1. Follow recommended best practices

We generally try to follow https://github.com/golang/go/wiki/CodeReviewComments although there are a few exceptions, notably

  • We are flexible on the case of acronyms, for example we prefer "Pdf" in type names rather than "PDF", or "Id" rather than "ID"
  • Type names in unidoc should be explicit as the PDF standard has a plethora of data models that would get cluttered if trying to abbreviate each one. We believe we are following the approach of keeping it as simple as possible but no simpler than that.

2. Use goimports.

Run goimports to clean up imports and formatting within the entire project.

3. go test passing at all times

That is:

go test -v github.com/unidoc/unidoc/...

should pass (without exception).

4. go vet returning 0 issues

Go vet should be passing at all times. That is:

go vet github.com/unidoc/unidoc/...

should not return any issues.

5. golint not regressing.

Over time we hope to be fully (or at least mostly) compatible with golint, i.e. golint returning as few issues as possible.

Ensure that golint issue count is not increasing on new contributions. I.e.

golint github.com/unidoc/unidoc/... | wc -l

should be equal or lower as the base branch that the PR is made to (typically master).

6. Test coverage.

All code should have test coverage, aiming for 90% coverage, although flexible depending on complexity. We try to be practical: No need to test every single getter and setter.

To assess test coverage, run

go test -cover github.com/unidoc/unidoc/...

on both the feature branch and compare with output from master. Ensure that there is no regression. Packages should aim for 90% coverage.

In addition to the go test coverage, we have benchmarks that test a large number of real PDF files from a PDF corpus to avoid regression and test for a lot of cases that can occur in complex PDF files made by many different sources.

7. Keep PdfObject type conversions simple.

Use utility functions when converting PdfObject's to specific type and minimize use of TraceToDirectObject. (Applies to v3 only)

In v3 we have added type conversion functions that also perform tracing. Thus mostly eliminating the need to use TraceToDirectObject. For instance the following code (v2)

subtype, ok := core.TraceToDirectObject(obj).(*core.PdfObjectName)
if !ok {
	common.Log.Debug("Incompatibility ERROR: subtype not a name (%T) ", obj)
	return nil, errors.New("Type check error")
}

should be (v3)

subtype, ok := core.GetNameVal(d.Get("Subtype"))
if !ok {
	common.Log.Debug("ERROR: Font Incompatibility. Subtype (Required) missing")
	return nil, nil, ErrRequiredAttributeMissing
}

The previous syntax is still supported although the new cleaner syntax is preferred for readability.

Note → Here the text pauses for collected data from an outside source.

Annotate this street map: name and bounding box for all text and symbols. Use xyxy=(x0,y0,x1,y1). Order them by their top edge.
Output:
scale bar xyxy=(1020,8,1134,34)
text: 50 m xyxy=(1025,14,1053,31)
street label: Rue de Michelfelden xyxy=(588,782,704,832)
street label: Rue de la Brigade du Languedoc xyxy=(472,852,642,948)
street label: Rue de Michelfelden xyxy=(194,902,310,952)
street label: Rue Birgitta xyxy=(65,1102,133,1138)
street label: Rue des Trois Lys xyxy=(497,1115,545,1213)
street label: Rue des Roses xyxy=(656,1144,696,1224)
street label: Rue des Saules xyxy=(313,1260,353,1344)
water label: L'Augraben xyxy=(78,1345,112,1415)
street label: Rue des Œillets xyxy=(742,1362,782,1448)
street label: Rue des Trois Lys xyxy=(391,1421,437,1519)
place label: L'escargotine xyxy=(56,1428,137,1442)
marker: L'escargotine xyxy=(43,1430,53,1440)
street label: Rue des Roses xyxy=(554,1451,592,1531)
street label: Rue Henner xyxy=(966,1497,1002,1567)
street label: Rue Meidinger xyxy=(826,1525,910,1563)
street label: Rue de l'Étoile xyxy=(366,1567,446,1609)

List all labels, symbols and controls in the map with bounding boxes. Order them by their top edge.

More type conversion methods in package core (available in v3), function signatures:

func GetBool(obj PdfObject) (bo *PdfObjectBool, found bool) {}
func GetBoolVal(obj PdfObject) (b bool, found bool) {}
func GetInt(obj PdfObject) (into *PdfObjectInteger, found bool) {}
func GetIntVal(obj PdfObject) (val int, found bool) {}
func GetFloat(obj PdfObject) (fo *PdfObjectFloat, found bool) {}
func GetFloatVal(obj PdfObject) (val float64, found bool) {}
func GetString(obj PdfObject) (so *PdfObjectString, found bool) {}
func GetStringVal(obj PdfObject) (val string, found bool) {}
func GetStringBytes(obj PdfObject) (val []byte, found bool) {}
func GetName(obj PdfObject) (name *PdfObjectName, found bool) {}
func GetArray(obj PdfObject) (arr *PdfObjectArray, found bool) {}
func GetDict(obj PdfObject) (dict *PdfObjectDictionary, found bool) {}
func GetIndirect(obj PdfObject) (ind *PdfIndirectObject, found bool) {}
func GetStream(obj PdfObject) (stream *PdfObjectStream, found bool) {}
func GetNumberAsFloat(obj PdfObject) (float64, error) {}
func GetNumbersAsFloat(objects []PdfObject) (floats []float64, err error) {}
func GetNumberAsInt64(obj PdfObject) (int64, error) {}

8. License header in each go file

Ensure that the license header is present in the beginning of each go file before the package name. Should start with:

/*
 * This file is subject to the terms and conditions defined in
 * file 'LICENSE.md', which is part of this source code package.
 */

package ...

9. Avoid use of dot imports in new code.

Our goal is to eliminate use of dot imports in the code base over time. While dot imports between the model and core package are safe as we fully control both namespaces, it is not a recommended practice and will be refactored out progressively.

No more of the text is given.